[Opening DATA IN THIS EXERCISE section]

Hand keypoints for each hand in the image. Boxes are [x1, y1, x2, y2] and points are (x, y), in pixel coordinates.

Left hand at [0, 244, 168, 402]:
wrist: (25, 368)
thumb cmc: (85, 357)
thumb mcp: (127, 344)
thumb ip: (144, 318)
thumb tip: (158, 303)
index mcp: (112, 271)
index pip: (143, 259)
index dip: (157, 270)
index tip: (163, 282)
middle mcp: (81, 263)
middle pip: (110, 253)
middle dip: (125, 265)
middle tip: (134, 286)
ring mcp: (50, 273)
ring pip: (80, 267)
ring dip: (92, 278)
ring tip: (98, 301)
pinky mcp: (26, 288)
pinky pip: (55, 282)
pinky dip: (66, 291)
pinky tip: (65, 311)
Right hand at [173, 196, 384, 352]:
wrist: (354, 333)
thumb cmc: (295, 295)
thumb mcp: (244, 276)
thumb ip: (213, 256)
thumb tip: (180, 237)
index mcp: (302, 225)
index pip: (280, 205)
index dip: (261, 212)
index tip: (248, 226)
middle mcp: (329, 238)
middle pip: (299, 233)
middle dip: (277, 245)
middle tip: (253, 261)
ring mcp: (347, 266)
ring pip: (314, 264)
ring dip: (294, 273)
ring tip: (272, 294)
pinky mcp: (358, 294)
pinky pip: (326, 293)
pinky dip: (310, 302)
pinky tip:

[Closing DATA IN THIS EXERCISE section]

◆ EXERCISE DETAILS:
Beginning at the first line of the records, give again each line exactly as written, ending with the line that contains "pinky tip: (65, 311)".

◆ REPLY:
Hand keypoints for each hand in the image. Boxes are [x1, y1, x2, y2] and points are (x, y), in pixel coordinates.

Left hand at [0, 244, 168, 402]:
wrist: (25, 368)
thumb cmc: (85, 357)
thumb mcp: (127, 344)
thumb ip: (144, 318)
thumb tip: (158, 303)
index mcp: (112, 271)
index pip: (143, 259)
index dip: (157, 270)
index tip: (163, 282)
middle mcp: (81, 263)
middle pip: (110, 253)
middle dip: (125, 265)
middle tip: (134, 286)
ring mcp: (50, 273)
ring pip: (80, 267)
ring dip: (92, 278)
ring tip: (98, 301)
pinky mcp: (26, 288)
pinky pip: (55, 282)
pinky dip: (66, 291)
pinky tip: (65, 311)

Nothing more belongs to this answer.